Your response is mostly correct. Here are a few corrections and clarifications:

a. f'(x)=0: This condition means that the slope of the function at that point is 0. In the provided graph, this occurs at X0 and X4. So your response is correct.

b. f"(x)=0: This condition means that the second derivative of the function is 0. In the provided graph, this occurs at X3. So your response is correct.

c. f'(x) = DNE: This condition means that the derivative of the function does not exist at that point. In the provided graph, this occurs at X1. So your response is correct.

d. f = relative max: This condition means that the function has a maximum value at that point.
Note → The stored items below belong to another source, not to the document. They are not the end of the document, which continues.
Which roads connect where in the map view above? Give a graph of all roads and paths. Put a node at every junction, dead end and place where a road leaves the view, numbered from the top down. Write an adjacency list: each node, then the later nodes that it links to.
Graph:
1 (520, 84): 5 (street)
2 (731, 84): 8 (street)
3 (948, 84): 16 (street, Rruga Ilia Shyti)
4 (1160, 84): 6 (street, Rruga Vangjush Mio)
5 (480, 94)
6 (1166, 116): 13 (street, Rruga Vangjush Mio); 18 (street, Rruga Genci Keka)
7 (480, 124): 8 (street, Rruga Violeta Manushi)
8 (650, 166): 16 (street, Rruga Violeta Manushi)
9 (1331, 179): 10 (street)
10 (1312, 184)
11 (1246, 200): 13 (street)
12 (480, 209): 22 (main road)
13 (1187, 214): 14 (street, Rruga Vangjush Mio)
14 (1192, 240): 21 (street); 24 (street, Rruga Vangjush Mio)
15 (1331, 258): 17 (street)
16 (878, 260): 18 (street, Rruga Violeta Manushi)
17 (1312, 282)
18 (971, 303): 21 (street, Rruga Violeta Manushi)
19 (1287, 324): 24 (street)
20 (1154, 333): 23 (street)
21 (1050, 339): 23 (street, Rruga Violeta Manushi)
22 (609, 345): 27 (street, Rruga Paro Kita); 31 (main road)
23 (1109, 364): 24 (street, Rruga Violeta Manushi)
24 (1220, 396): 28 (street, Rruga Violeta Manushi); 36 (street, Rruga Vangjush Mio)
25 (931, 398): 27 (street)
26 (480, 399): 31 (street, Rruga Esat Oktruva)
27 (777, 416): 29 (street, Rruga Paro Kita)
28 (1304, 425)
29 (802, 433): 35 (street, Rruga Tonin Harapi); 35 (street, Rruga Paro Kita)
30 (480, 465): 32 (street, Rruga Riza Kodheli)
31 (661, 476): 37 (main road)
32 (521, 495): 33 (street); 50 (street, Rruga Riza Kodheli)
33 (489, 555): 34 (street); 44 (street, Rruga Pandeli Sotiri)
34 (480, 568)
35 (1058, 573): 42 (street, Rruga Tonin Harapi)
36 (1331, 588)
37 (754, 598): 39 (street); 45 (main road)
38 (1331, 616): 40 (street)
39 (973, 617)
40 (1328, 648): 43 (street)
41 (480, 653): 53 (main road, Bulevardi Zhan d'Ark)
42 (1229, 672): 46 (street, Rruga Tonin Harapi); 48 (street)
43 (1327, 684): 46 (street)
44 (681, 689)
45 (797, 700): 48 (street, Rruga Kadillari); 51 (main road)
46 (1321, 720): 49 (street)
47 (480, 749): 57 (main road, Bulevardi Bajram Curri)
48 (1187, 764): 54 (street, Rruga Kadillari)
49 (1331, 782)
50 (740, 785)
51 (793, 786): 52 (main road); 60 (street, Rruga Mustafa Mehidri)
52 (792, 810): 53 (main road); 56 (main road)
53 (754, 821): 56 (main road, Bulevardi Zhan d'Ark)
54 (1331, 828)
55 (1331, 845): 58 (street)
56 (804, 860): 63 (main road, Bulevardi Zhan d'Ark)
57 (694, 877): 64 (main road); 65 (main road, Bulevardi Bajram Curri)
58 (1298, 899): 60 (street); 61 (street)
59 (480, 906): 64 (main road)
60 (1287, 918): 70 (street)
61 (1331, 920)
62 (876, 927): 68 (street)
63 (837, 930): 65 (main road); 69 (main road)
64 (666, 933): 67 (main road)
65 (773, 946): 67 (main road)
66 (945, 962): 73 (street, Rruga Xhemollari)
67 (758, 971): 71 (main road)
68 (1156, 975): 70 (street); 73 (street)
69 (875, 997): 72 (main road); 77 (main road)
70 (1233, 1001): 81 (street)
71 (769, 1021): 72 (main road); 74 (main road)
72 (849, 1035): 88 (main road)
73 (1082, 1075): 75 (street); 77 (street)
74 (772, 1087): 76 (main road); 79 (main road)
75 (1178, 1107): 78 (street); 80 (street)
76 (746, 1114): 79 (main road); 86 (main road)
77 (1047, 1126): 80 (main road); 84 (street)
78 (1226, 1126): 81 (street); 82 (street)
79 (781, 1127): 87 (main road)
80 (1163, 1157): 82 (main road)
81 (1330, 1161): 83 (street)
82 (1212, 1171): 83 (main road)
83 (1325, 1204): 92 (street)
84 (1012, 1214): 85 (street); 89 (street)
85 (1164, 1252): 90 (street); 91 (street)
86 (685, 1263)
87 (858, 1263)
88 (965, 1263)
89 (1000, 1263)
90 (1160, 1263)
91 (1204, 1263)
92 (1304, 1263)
In the provided graph, this occurs at X2. So your response is correct.

e. f = point of inflection: This condition means that the concavity of the function changes at that point. In the provided graph, this occurs at X2. So your response is correct.

For f''=0, it would look similar to b. f"(x)=0, except the point would be labeled as X2 instead of X3. This is because the second derivative is 0 at X2, indicating that the concavity changes at that point.